Skaion developed a strategy for dealing with that problem as well, and have a tool to make our image files more resiliant. This tool takes an image as output from the allConvertImgs.sh tool and applies another transformation to it. When this tool is needed, the output directory from allConvertImgs.sh should be an intermediate directory instead of the final location under images/.

alias-proof.py takes several named arguments. This accepts a -h option to see help about the command. One of the arguments is the “main” color we want to match. This is a number that ConsoleUser will find when loading the pixesl of the image and treating it is a numpy array. While it’s possible to load one by hand from a python shell, most of the time the colors to match are black or white, so this command accepts foreground color arguments of BLACK or WHITE. In addition to the color of interest, it needs to know where to find the file to make anti-alias proof. This is given by the -p argument which accepts the path to the file to process. Without any other arguments the output will replace the file at that path. To save to a different location the -o option and destination path must be given.

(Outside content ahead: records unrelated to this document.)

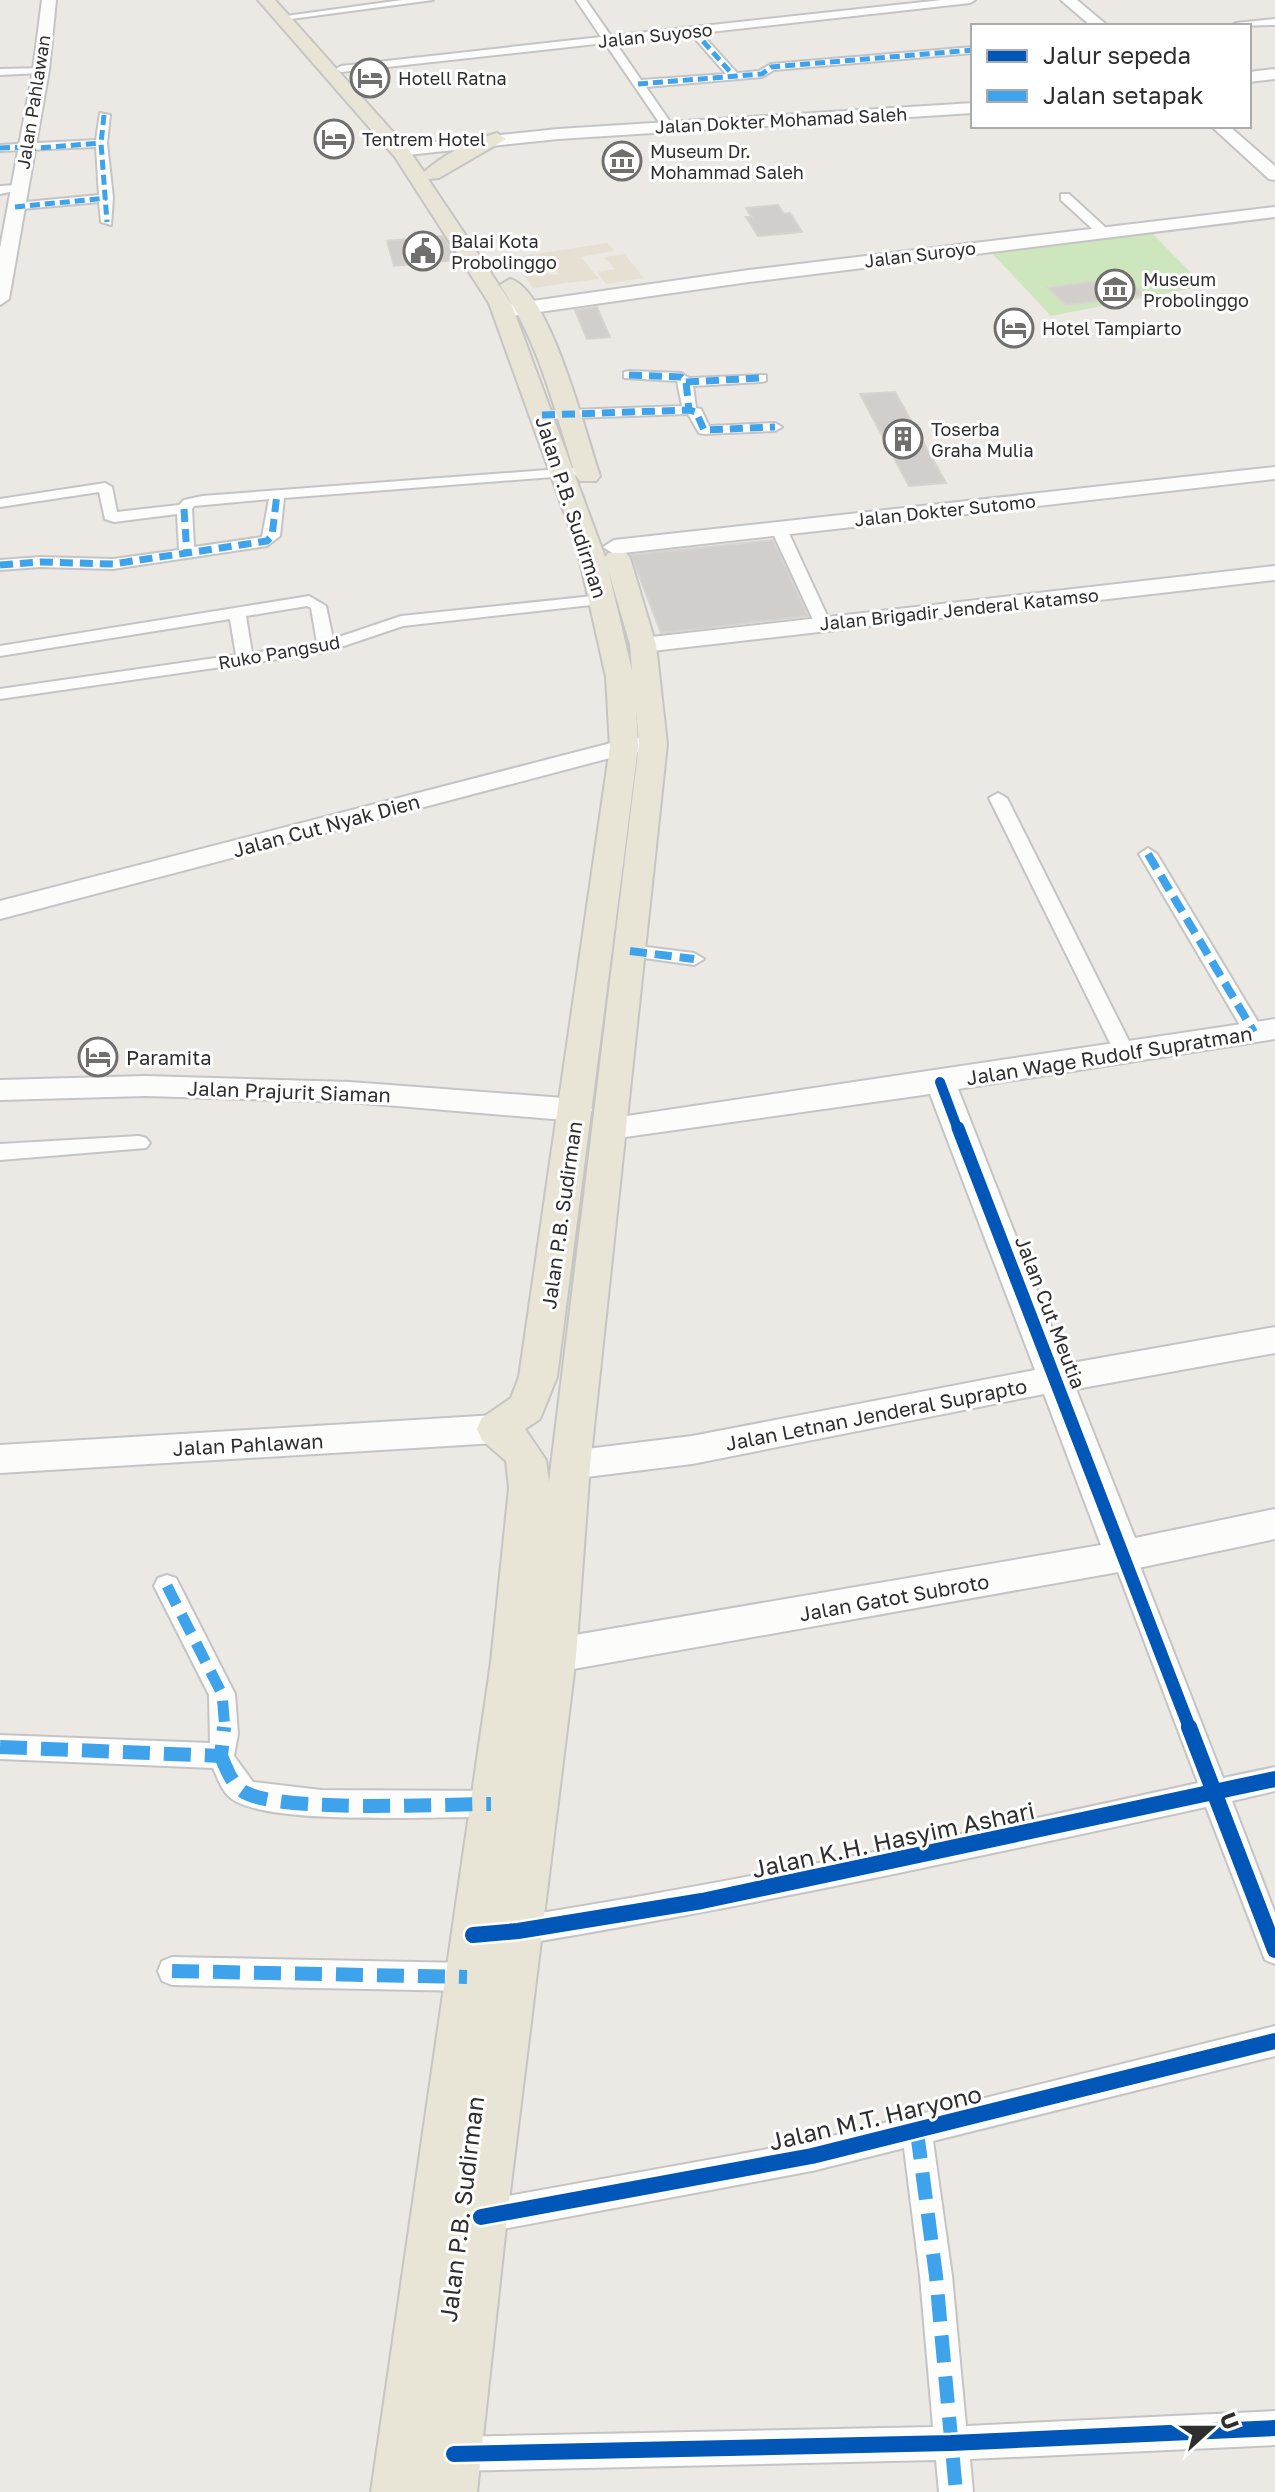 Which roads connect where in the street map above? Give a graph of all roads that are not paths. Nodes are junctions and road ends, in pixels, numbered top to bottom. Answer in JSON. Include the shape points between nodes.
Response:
{"nodes":[{"id":1,"x":49,"y":0,"type":"edge"},
{"id":2,"x":266,"y":0,"type":"edge"},
{"id":3,"x":278,"y":0,"type":"edge"},
{"id":4,"x":428,"y":0,"type":"edge"},
{"id":5,"x":581,"y":0,"type":"edge"},
{"id":6,"x":970,"y":0,"type":"edge"},
{"id":7,"x":1068,"y":0,"type":"edge"},
{"id":8,"x":291,"y":16,"type":"junction"},
{"id":9,"x":1275,"y":22,"type":"edge"},
{"id":10,"x":1098,"y":24,"type":"edge"},
{"id":11,"x":1251,"y":24,"type":"edge"},
{"id":12,"x":693,"y":30,"type":"junction"},
{"id":13,"x":609,"y":40,"type":"junction"},
{"id":14,"x":971,"y":50,"type":"edge"},
{"id":15,"x":341,"y":69,"type":"junction"},
{"id":16,"x":41,"y":70,"type":"junction"},
{"id":17,"x":0,"y":72,"type":"edge"},
{"id":18,"x":1275,"y":74,"type":"edge"},
{"id":19,"x":733,"y":75,"type":"junction"},
{"id":20,"x":1251,"y":77,"type":"edge"},
{"id":21,"x":638,"y":84,"type":"junction"},
{"id":22,"x":971,"y":108,"type":"edge"},
{"id":23,"x":104,"y":115,"type":"dead end"},
{"id":24,"x":667,"y":126,"type":"junction"},
{"id":25,"x":1221,"y":128,"type":"edge"},
{"id":26,"x":497,"y":139,"type":"junction"},
{"id":27,"x":101,"y":143,"type":"junction"},
{"id":28,"x":0,"y":148,"type":"edge"},
{"id":29,"x":26,"y":148,"type":"junction"},
{"id":30,"x":405,"y":150,"type":"junction"},
{"id":31,"x":432,"y":174,"type":"junction"},
{"id":32,"x":1275,"y":175,"type":"edge"},
{"id":33,"x":0,"y":190,"type":"edge"},
{"id":34,"x":1065,"y":197,"type":"dead end"},
{"id":35,"x":17,"y":198,"type":"junction"},
{"id":36,"x":107,"y":198,"type":"junction"},
{"id":37,"x":1275,"y":212,"type":"edge"},
{"id":38,"x":107,"y":222,"type":"dead end"},
{"id":39,"x":1102,"y":231,"type":"junction"},
{"id":40,"x":473,"y":247,"type":"junction"},
{"id":41,"x":0,"y":299,"type":"edge"},
{"id":42,"x":514,"y":306,"type":"junction"},
{"id":43,"x":629,"y":375,"type":"dead end"},
{"id":44,"x":761,"y":378,"type":"dead end"},
{"id":45,"x":686,"y":382,"type":"junction"},
{"id":46,"x":689,"y":410,"type":"junction"},
{"id":47,"x":570,"y":414,"type":"junction"},
{"id":48,"x":542,"y":415,"type":"junction"},
{"id":49,"x":775,"y":427,"type":"dead end"},
{"id":50,"x":575,"y":472,"type":"junction"},
{"id":51,"x":1268,"y":474,"type":"edge"},
{"id":52,"x":277,"y":494,"type":"junction"},
{"id":53,"x":1275,"y":495,"type":"edge"},
{"id":54,"x":0,"y":503,"type":"edge"},
{"id":55,"x":184,"y":509,"type":"junction"},
{"id":56,"x":778,"y":527,"type":"junction"},
{"id":57,"x":614,"y":547,"type":"junction"},
{"id":58,"x":187,"y":555,"type":"junction"},
{"id":59,"x":0,"y":565,"type":"edge"},
{"id":60,"x":1275,"y":573,"type":"edge"},
{"id":61,"x":603,"y":600,"type":"junction"},
{"id":62,"x":237,"y":612,"type":"junction"},
{"id":63,"x":823,"y":624,"type":"junction"},
{"id":64,"x":643,"y":645,"type":"junction"},
{"id":65,"x":326,"y":647,"type":"junction"},
{"id":66,"x":0,"y":651,"type":"edge"},
{"id":67,"x":245,"y":660,"type":"junction"},
{"id":68,"x":0,"y":694,"type":"edge"},
{"id":69,"x":653,"y":744,"type":"junction"},
{"id":70,"x":624,"y":747,"type":"junction"},
{"id":71,"x":998,"y":798,"type":"dead end"},
{"id":72,"x":1148,"y":854,"type":"dead end"},
{"id":73,"x":0,"y":910,"type":"edge"},
{"id":74,"x":630,"y":951,"type":"junction"},
{"id":75,"x":694,"y":959,"type":"dead end"},
{"id":76,"x":1264,"y":1030,"type":"edge"},
{"id":77,"x":1125,"y":1053,"type":"junction"},
{"id":78,"x":940,"y":1082,"type":"junction"},
{"id":79,"x":0,"y":1090,"type":"edge"},
{"id":80,"x":577,"y":1110,"type":"junction"},
{"id":81,"x":611,"y":1128,"type":"junction"},
{"id":82,"x":139,"y":1143,"type":"dead end"},
{"id":83,"x":0,"y":1152,"type":"edge"},
{"id":84,"x":1275,"y":1340,"type":"edge"},
{"id":85,"x":1055,"y":1379,"type":"junction"},
{"id":86,"x":496,"y":1429,"type":"junction"},
{"id":87,"x":0,"y":1459,"type":"edge"},
{"id":88,"x":570,"y":1465,"type":"junction"},
{"id":89,"x":1275,"y":1524,"type":"edge"},
{"id":90,"x":1124,"y":1556,"type":"junction"},
{"id":91,"x":167,"y":1586,"type":"dead end"},
{"id":92,"x":534,"y":1659,"type":"junction"},
{"id":93,"x":0,"y":1747,"type":"edge"},
{"id":94,"x":221,"y":1756,"type":"junction"},
{"id":95,"x":1275,"y":1779,"type":"edge"},
{"id":96,"x":1216,"y":1792,"type":"junction"},
{"id":97,"x":491,"y":1804,"type":"junction"},
{"id":98,"x":486,"y":1947,"type":"junction"},
{"id":99,"x":1275,"y":1950,"type":"edge"},
{"id":100,"x":172,"y":1971,"type":"dead end"},
{"id":101,"x":1275,"y":2041,"type":"edge"},
{"id":102,"x":917,"y":2132,"type":"junction"},
{"id":103,"x":481,"y":2217,"type":"junction"},
{"id":104,"x":1275,"y":2428,"type":"edge"},
{"id":105,"x":951,"y":2443,"type":"junction"},
{"id":106,"x":452,"y":2473,"type":"edge"},
{"id":107,"x":399,"y":2492,"type":"edge"},
{"id":108,"x":956,"y":2492,"type":"edge"}],
"edges":[{"from":1,"to":16,"type":"main road","name":"Jalan Pahlawan"},
{"from":2,"to":30,"type":"main road","name":"Jalan P.B. Sudirman"},
{"from":3,"to":8,"type":"main road","name":"Jalan P.B. Sudirman"},
{"from":4,"to":8,"type":"street"},
{"from":5,"to":13,"type":"street"},
{"from":6,"to":12,"type":"street","name":"Jalan Suyoso"},
{"from":7,"to":10,"type":"main road"},
{"from":8,"to":15,"type":"main road","name":"Jalan P.B. Sudirman"},
{"from":9,"to":11,"type":"street"},
{"from":12,"to":13,"type":"street","name":"Jalan Suyoso"},
{"from":12,"to":19,"type":"street"},
{"from":13,"to":15,"type":"street","name":"Jalan Suyoso"},
{"from":13,"to":21,"type":"street"},
{"from":14,"to":19,"type":"street"},
{"from":15,"to":30,"type":"main road","name":"Jalan P.B. Sudirman"},
{"from":16,"to":17,"type":"street"},
{"from":16,"to":29,"type":"main road","name":"Jalan Pahlawan"},
{"from":18,"to":20,"type":"main road"},
{"from":19,"to":21,"type":"street"},
{"from":21,"to":24,"type":"street"},
{"from":22,"to":24,"type":"main road","name":"Jalan Dokter Mohamad Saleh"},
{"from":23,"to":27,"type":"street"},
{"from":24,"to":26,"type":"main road","name":"Jalan Dokter Mohamad Saleh"},
{"from":25,"to":32,"type":"main road"},
{"from":26,"to":30,"type":"main road","name":"Jalan Dokter Mohamad Saleh"},
{"from":26,"to":31,"type":"main road"},
{"from":27,"to":29,"type":"street"},
{"from":27,"to":36,"type":"street"},
{"from":28,"to":29,"type":"street"},
{"from":29,"to":35,"type":"main road","name":"Jalan Pahlawan"},
{"from":30,"to":31,"type":"main road","name":"Jalan P.B. Sudirman"},
{"from":30,"to":40,"type":"main road","name":"Jalan P.B. Sudirman"},
{"from":31,"to":40,"type":"main road","name":"Jalan P.B. Sudirman"},
{"from":33,"to":35,"type":"street"},
{"from":34,"to":39,"type":"street"},
{"from":35,"to":36,"type":"street"},
{"from":35,"to":41,"type":"main road","name":"Jalan Pahlawan"},
{"from":36,"to":38,"type":"street"},
{"from":37,"to":39,"type":"main road","name":"Jalan Suroyo"},
{"from":39,"to":42,"type":"main road","name":"Jalan Suroyo"},
{"from":40,"to":42,"type":"main road","name":"Jalan P.B. Sudirman"},
{"from":42,"to":47,"type":"main road","name":"Jalan P.B. Sudirman"},
{"from":42,"to":48,"type":"main road","name":"Jalan P.B. Sudirman"},
{"from":43,"to":45,"type":"street","via":[[671,375]]},
{"from":44,"to":45,"type":"street"},
{"from":45,"to":46,"type":"street"},
{"from":46,"to":47,"type":"street"},
{"from":46,"to":49,"type":"street","via":[[696,412],[704,430]]},
{"from":47,"to":48,"type":"street"},
{"from":47,"to":50,"type":"main road","name":"Jalan P.B. Sudirman"},
{"from":48,"to":50,"type":"main road","name":"Jalan P.B. Sudirman"},
{"from":50,"to":52,"type":"street"},
{"from":50,"to":57,"type":"main road","name":"Jalan P.B. Sudirman"},
{"from":50,"to":61,"type":"main road","name":"Jalan P.B. Sudirman"},
{"from":51,"to":53,"type":"main road"},
{"from":51,"to":56,"type":"main road","name":"Jalan Dokter Sutomo"},
{"from":52,"to":55,"type":"street","via":[[193,501]]},
{"from":52,"to":58,"type":"street","via":[[271,539]]},
{"from":54,"to":55,"type":"street","via":[[105,487],[111,517]]},
{"from":55,"to":58,"type":"street"},
{"from":56,"to":57,"type":"main road","name":"Jalan Dokter Sutomo"},
{"from":56,"to":63,"type":"street"},
{"from":57,"to":64,"type":"main road","name":"Jalan P.B. Sudirman"},
{"from":58,"to":59,"type":"street","via":[[113,564]]},
{"from":60,"to":63,"type":"main road","name":"Jalan Brigadir Jenderal Katamso"},
{"from":61,"to":65,"type":"street","name":"Ruko Pangsud","via":[[401,621]]},
{"from":61,"to":70,"type":"main road","name":"Jalan P.B. Sudirman","via":[[620,677]]},
{"from":62,"to":65,"type":"street","via":[[315,603]]},
{"from":62,"to":66,"type":"street"},
{"from":62,"to":67,"type":"street"},
{"from":63,"to":64,"type":"main road","name":"Jalan Brigadir Jenderal Katamso"},
{"from":64,"to":69,"type":"main road","name":"Jalan P.B. Sudirman"},
{"from":65,"to":67,"type":"street","name":"Ruko Pangsud"},
{"from":67,"to":68,"type":"street","name":"Ruko Pangsud"},
{"from":69,"to":70,"type":"main road","name":"Jalan Cut Nyak Dien"},
{"from":69,"to":74,"type":"main road","name":"Jalan P.B. Sudirman"},
{"from":70,"to":73,"type":"main road","name":"Jalan Cut Nyak Dien"},
{"from":70,"to":80,"type":"main road","name":"Jalan P.B. Sudirman"},
{"from":71,"to":77,"type":"street"},
{"from":72,"to":76,"type":"street"},
{"from":74,"to":75,"type":"street"},
{"from":74,"to":81,"type":"main road","name":"Jalan P.B. Sudirman"},
{"from":76,"to":77,"type":"main road","name":"Jalan Wage Rudolf Supratman"},
{"from":77,"to":78,"type":"main road","name":"Jalan Wage Rudolf Supratman"},
{"from":78,"to":81,"type":"main road","name":"Jalan Wage Rudolf Supratman"},
{"from":78,"to":85,"type":"main road","name":"Jalan Cut Meutia"},
{"from":79,"to":80,"type":"main road","name":"Jalan Prajurit Siaman","via":[[145,1086],[350,1092]]},
{"from":80,"to":86,"type":"main road","name":"Jalan P.B. Sudirman","via":[[538,1377],[526,1408]]},
{"from":81,"to":88,"type":"main road","name":"Jalan P.B. Sudirman"},
{"from":82,"to":83,"type":"street"},
{"from":84,"to":85,"type":"main road","name":"Jalan Letnan Jenderal Suprapto"},
{"from":85,"to":88,"type":"main road","name":"Jalan Letnan Jenderal Suprapto","via":[[692,1450]]},
{"from":85,"to":90,"type":"main road","name":"Jalan Cut Meutia"},
{"from":86,"to":87,"type":"main road","name":"Jalan Pahlawan"},
{"from":86,"to":92,"type":"main road","name":"Jalan P.B. Sudirman","via":[[513,1440],[530,1464]]},
{"from":88,"to":92,"type":"main road","name":"Jalan P.B. Sudirman"},
{"from":89,"to":90,"type":"main road","name":"Jalan Gatot Subroto"},
{"from":90,"to":92,"type":"main road","name":"Jalan Gatot Subroto"},
{"from":90,"to":96,"type":"street"},
{"from":91,"to":94,"type":"street","via":[[222,1694]]},
{"from":92,"to":97,"type":"main road","name":"Jalan P.B. Sudirman"},
{"from":92,"to":98,"type":"main road","name":"Jalan P.B. Sudirman"},
{"from":93,"to":94,"type":"street"},
{"from":94,"to":97,"type":"street","via":[[246,1794],[292,1802]]},
{"from":95,"to":96,"type":"street","name":"Jalan K.H. Hasyim Ashari"},
{"from":96,"to":98,"type":"street","name":"Jalan K.H. Hasyim Ashari"},
{"from":96,"to":99,"type":"street"},
{"from":97,"to":98,"type":"main road","name":"Jalan P.B. Sudirman"},
{"from":98,"to":100,"type":"street","name":"Jalan K.H. Hasyim Ashari"},
{"from":98,"to":103,"type":"main road","name":"Jalan P.B. Sudirman"},
{"from":98,"to":107,"type":"main road","name":"Jalan P.B. Sudirman"},
{"from":101,"to":102,"type":"street","name":"Jalan M.T. Haryono"},
{"from":102,"to":103,"type":"street","name":"Jalan M.T. Haryono"},
{"from":102,"to":105,"type":"street"},
{"from":103,"to":106,"type":"main road","name":"Jalan P.B. Sudirman"},
{"from":104,"to":105,"type":"street"},
{"from":105,"to":106,"type":"street"},
{"from":105,"to":108,"type":"street"}]}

1.3.7. New Custom Window Types

Most new applications will not require adding a new type of Window as the default for the platform will suffice. Some applications do use their own windows though, with different styles than the platform uses, or sometimes a new Platform is being supported. In those cases it may be necessary to create a new type of Window.

1.3.7.1. Completely New Module

This step is not always needed.

1.3.7.2. New Concrete Type

This step is not always needed.

1.3.7.3. Window Edges

Using the Window to find and interact with elements helps preserve the abstraction of the System objects, so if a different System is used that doesn’t have images or x, y coordinates things will still be able to find and click what they need.

The main first task of a Window then is to recognize itself and its bounds. Typically, the “X” button helps us find the window that has focus, and also is close to one of the corners (upper right on Windows). Finding the corners is key. At a minimum, finding the corners on a diagonal will be enough, but if we can find all 4 it can help ensure the best match. Not all windows have recognizable borders though, so sometimes we have to make due with what we can find.

The method that is called to do this is find_window_edges. After this is called, the Window should know its own bounds and be ready to handle requests to operate on patterns within it. Most new Window objects will not need to implement this on their own, but it may be necessary to capture new patterns (see :ref:new_cu_images) to match the corners. These are, hopefully intuitively named, cornerUpperLeft, cornerUpperRight, cornerLowerLeft, and cornerLowerRight.

If that method is implemented in the new class, at the end the instance variables upper_left, upper_right, lower_left, and lower_right should be set to suitable values to bound the window. For the common case of NumpyRegions as is typical with the VNC connection these will be tuples of x, y coordinates of that corner.

All corners are relative to the “origin” of the coordinate system. The point (0, 0) is located in the upper left of the screen, and the coordinates ConsoleUser uses are rows and columns of pixels away from that (all positive numbers).

1.3.7.4. Window State

Windows also are able to “recognize” themselves, to say whether they are currently on top. Typically this is done by grabbing at least a part of the title bar and matching that when asked.

Since actions taken in the application can change the title (e.g., in a web browser the current page is often included in the title), so an application can tell the Window to update itself by calling save_state. This should make sure that the bounds of the window are still as expected, and that the window will be recognizable on future calls.

Using this saved state, the Window can be queried about whether or not it is currently visible and focused, by calling has_focus. If it does not, the application can call get_focus, the default implementation of which presses ALT-TAB with assorted number of TAB presses until it finds itself on top or gives up on the number to try.